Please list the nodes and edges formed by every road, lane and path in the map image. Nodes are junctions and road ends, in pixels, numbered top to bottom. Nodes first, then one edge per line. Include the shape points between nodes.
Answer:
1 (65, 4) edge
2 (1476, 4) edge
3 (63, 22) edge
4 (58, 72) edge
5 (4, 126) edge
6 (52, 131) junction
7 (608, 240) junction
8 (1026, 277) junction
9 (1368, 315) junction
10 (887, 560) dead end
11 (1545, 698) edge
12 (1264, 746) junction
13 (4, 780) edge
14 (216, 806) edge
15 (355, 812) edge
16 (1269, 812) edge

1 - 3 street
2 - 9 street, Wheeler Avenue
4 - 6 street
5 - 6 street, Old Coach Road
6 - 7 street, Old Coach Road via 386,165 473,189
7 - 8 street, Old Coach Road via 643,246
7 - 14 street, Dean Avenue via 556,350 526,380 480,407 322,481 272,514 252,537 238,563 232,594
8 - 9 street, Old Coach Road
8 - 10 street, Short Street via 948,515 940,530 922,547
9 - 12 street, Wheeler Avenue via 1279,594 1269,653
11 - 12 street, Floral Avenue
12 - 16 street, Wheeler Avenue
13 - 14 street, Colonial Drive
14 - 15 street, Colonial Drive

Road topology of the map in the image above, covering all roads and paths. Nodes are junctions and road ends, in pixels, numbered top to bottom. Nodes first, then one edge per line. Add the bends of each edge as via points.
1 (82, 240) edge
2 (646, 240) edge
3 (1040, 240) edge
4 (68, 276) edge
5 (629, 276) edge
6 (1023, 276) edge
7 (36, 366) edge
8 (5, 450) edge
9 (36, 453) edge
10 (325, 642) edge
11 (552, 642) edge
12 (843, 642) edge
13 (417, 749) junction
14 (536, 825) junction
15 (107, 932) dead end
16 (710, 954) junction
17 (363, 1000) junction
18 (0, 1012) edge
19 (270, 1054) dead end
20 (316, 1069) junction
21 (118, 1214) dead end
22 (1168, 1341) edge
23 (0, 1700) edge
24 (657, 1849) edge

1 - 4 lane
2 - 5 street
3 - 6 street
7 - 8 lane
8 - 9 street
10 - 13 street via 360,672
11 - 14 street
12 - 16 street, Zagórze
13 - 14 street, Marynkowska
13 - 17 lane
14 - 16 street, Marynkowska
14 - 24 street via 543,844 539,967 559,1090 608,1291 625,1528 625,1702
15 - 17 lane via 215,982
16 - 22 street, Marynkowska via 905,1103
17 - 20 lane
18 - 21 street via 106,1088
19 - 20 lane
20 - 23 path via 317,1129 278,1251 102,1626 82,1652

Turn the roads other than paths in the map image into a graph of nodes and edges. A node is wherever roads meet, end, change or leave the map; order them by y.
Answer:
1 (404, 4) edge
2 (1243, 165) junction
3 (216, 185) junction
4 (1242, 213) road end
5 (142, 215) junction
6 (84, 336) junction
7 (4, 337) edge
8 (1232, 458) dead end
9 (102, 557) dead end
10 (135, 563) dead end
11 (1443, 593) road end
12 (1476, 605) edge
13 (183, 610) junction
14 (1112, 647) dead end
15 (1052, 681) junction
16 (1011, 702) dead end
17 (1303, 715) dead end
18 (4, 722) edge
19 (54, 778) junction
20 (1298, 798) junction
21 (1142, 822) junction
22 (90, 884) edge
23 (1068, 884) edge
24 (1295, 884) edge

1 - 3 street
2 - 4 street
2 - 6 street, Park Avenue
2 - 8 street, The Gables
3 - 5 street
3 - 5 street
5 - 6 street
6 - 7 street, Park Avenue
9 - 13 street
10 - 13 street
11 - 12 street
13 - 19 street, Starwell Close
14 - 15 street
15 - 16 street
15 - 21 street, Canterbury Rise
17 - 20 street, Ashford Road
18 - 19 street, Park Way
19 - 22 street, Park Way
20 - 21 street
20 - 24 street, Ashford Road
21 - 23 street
+--
**TASK TO COMPLETE:** All lines in the entries above that include "edges" should be found and copied.

**REPLY:**
Please list the nodes and edges formed by every road, lane and path in the map image. Nodes are junctions and road ends, in pixels, numbered top to bottom. Nodes first, then one edge per line. Include the shape points between nodes.
Turn the roads other than paths in the map image into a graph of nodes and edges. A node is wherever roads meet, end, change or leave the map; order them by y.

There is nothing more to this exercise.